- [Action item]:
Hand back every line from the beginning of the data below through the line containing "1px #a7b8b1) drop-shadow(0", word for word and free of pictures.

[Collected data]
────

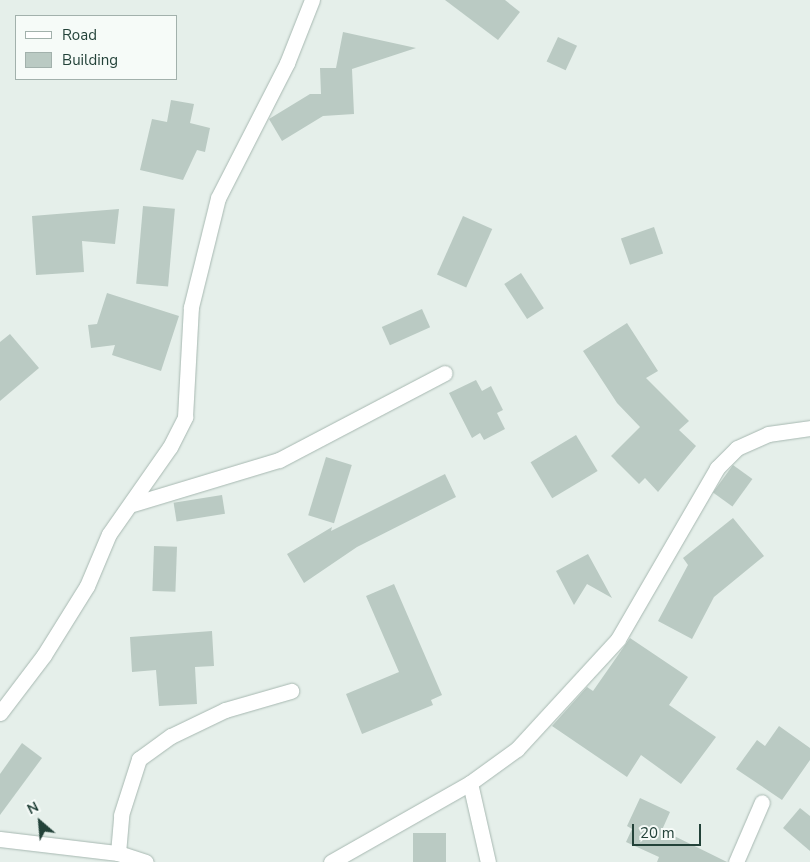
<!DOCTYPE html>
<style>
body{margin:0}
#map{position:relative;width:810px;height:862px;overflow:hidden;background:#e5efea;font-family:"Nunito Sans",sans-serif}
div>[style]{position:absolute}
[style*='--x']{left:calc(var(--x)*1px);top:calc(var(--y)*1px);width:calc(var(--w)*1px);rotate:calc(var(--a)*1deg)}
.building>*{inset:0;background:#bacac3;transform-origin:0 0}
.roads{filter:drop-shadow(0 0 1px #a7b8b1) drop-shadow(0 0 1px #a7b8b1)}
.minor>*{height:15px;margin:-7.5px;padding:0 7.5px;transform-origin:7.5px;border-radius:7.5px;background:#fff}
span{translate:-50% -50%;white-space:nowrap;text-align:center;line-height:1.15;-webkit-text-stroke:5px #f6fbf8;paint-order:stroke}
.legend{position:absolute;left:15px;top:15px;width:162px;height:65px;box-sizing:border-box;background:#f6fbf8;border:1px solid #a2b1ac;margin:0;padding:6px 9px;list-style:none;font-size:15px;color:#234239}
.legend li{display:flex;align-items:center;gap:10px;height:25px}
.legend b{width:25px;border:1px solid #a2b1ac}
.north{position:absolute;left:15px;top:797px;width:50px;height:50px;-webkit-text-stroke:4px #f6fbf8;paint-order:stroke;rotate:333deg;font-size:14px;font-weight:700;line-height:20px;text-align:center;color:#234239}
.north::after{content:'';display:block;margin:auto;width:18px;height:22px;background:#234239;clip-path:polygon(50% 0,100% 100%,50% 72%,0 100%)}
.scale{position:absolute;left:632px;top:824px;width:69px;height:22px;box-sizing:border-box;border:2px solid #234239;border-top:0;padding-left:6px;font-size:15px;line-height:18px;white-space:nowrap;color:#234239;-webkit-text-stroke:4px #f6fbf8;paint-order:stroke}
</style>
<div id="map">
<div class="building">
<div style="clip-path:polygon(445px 0,505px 0,520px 12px,498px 40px)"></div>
<div style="clip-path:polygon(343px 32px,416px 48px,352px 69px,354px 114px,323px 116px,282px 141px,269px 119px,310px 94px,321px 94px,320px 68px,336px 68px)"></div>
<div style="left:558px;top:37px;width:21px;height:27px;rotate:25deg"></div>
<div style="clip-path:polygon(171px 100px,194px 104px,190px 123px,210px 128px,205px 152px,197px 150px,183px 180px,140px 170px,152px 119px,167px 122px)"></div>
<div style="left:143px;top:206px;width:32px;height:78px;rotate:5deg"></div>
<div style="clip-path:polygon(119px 209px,115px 244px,82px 241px,84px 272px,36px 275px,32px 216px)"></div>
<div style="left:463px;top:216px;width:32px;height:64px;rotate:24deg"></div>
<div style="left:654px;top:227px;width:28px;height:35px;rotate:71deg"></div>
<div style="left:521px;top:273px;width:42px;height:20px;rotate:57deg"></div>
<div style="clip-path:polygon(107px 293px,179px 316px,161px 371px,112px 355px,115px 345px,91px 348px,88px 325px,97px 324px)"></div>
<div style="left:422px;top:309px;width:20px;height:44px;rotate:66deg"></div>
<div style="clip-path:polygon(627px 323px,658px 371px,646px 378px,689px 421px,679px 430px,696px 446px,658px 492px,645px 478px,639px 484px,611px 456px,640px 427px,617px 403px,583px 351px)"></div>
<div style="clip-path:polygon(10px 334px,39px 368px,0 401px,0 342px)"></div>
<div style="clip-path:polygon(476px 380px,482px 391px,491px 386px,503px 410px,497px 413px,505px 429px,484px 440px,480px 433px,472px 438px,449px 393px)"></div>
<div style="left:576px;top:435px;width:42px;height:53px;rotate:59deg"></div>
<div style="left:326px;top:457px;width:27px;height:61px;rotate:17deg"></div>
<div style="left:733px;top:465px;width:24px;height:34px;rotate:36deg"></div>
<div style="clip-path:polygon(445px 474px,456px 497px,357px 547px,304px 583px,287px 554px,332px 527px,331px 531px)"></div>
<div style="left:222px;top:495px;width:19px;height:49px;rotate:81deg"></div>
<div style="clip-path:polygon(733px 518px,764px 556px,714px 597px,692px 639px,658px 621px,688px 565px,683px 558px)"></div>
<div style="left:154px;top:546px;width:23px;height:45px;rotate:2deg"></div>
<div style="clip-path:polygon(588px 554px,612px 598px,587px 584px,574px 605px,556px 571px)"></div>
<div style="clip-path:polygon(394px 584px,442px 695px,431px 700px,433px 705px,362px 734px,346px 694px,399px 672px,366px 596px)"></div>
<div style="clip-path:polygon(212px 631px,214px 666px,195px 667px,197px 704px,159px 706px,156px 670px,132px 672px,130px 637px)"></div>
<div style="clip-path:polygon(630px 638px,688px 677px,669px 705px,716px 737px,681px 784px,641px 755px,627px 777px,552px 726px,587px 687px,593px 691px)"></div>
<div style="clip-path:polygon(779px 726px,810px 748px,810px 760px,782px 800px,736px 769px,757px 740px,765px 746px)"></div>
<div style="clip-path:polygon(22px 743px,42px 758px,0 815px,0 774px)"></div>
<div style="clip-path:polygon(640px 798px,670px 812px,662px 830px,727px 862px,657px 862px,659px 857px,626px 842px,632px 829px,627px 826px)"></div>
<div style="clip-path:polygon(800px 808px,810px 816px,810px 851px,783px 828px)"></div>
<div style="left:413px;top:833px;width:33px;height:29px"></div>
</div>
<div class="roads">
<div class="minor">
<div style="--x:133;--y:504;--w:152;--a:-16.8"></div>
<div style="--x:279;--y:460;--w:187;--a:-27.7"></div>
<div style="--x:0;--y:713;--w:73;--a:-52.8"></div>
<div style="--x:44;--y:655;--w:81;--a:-58.1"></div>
<div style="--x:87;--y:586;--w:56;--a:-67.1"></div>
<div style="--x:109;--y:534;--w:106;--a:-55"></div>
<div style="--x:170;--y:447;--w:34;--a:-63"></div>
<div style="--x:185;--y:417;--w:110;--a:-86.9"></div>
<div style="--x:191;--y:307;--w:112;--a:-76.1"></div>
<div style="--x:218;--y:198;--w:152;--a:-62.9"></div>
<div style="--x:287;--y:63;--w:68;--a:-68.4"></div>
<div style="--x:470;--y:783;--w:81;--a:77.2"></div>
<div style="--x:0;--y:839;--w:119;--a:6.8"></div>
<div style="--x:118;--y:853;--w:29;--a:18"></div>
<div style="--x:118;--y:853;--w:38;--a:-85"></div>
<div style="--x:121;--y:815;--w:59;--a:-72.2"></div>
<div style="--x:139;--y:759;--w:39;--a:-36"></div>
<div style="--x:171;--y:736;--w:60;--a:-25.7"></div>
<div style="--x:225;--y:710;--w:69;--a:-16.1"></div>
<div style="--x:331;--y:862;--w:160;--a:-29.6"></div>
<div style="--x:470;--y:783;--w:58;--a:-35.9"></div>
<div style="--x:517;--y:749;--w:149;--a:-47.4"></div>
<div style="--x:618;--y:639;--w:198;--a:-59.9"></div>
<div style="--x:717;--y:468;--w:28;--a:-45"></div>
<div style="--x:737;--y:448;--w:34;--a:-24"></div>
<div style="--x:768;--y:434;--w:42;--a:-8.1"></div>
<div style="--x:736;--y:862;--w:65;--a:-66.6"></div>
</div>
</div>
<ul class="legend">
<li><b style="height:6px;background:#fff"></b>Road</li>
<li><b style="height:14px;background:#bacac3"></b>Building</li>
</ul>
<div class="north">N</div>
<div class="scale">20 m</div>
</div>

────

- [Solution to this exercise]:
<!DOCTYPE html>
<style>
body{margin:0}
#map{position:relative;width:810px;height:862px;overflow:hidden;background:#e5efea;font-family:"Nunito Sans",sans-serif}
div>[style]{position:absolute}
[style*='--x']{left:calc(var(--x)*1px);top:calc(var(--y)*1px);width:calc(var(--w)*1px);rotate:calc(var(--a)*1deg)}
.building>*{inset:0;background:#bacac3;transform-origin:0 0}
.roads{filter:drop-shadow(0 0 1px #a7b8b1) drop-shadow(0 0 1px #a7b8b1)}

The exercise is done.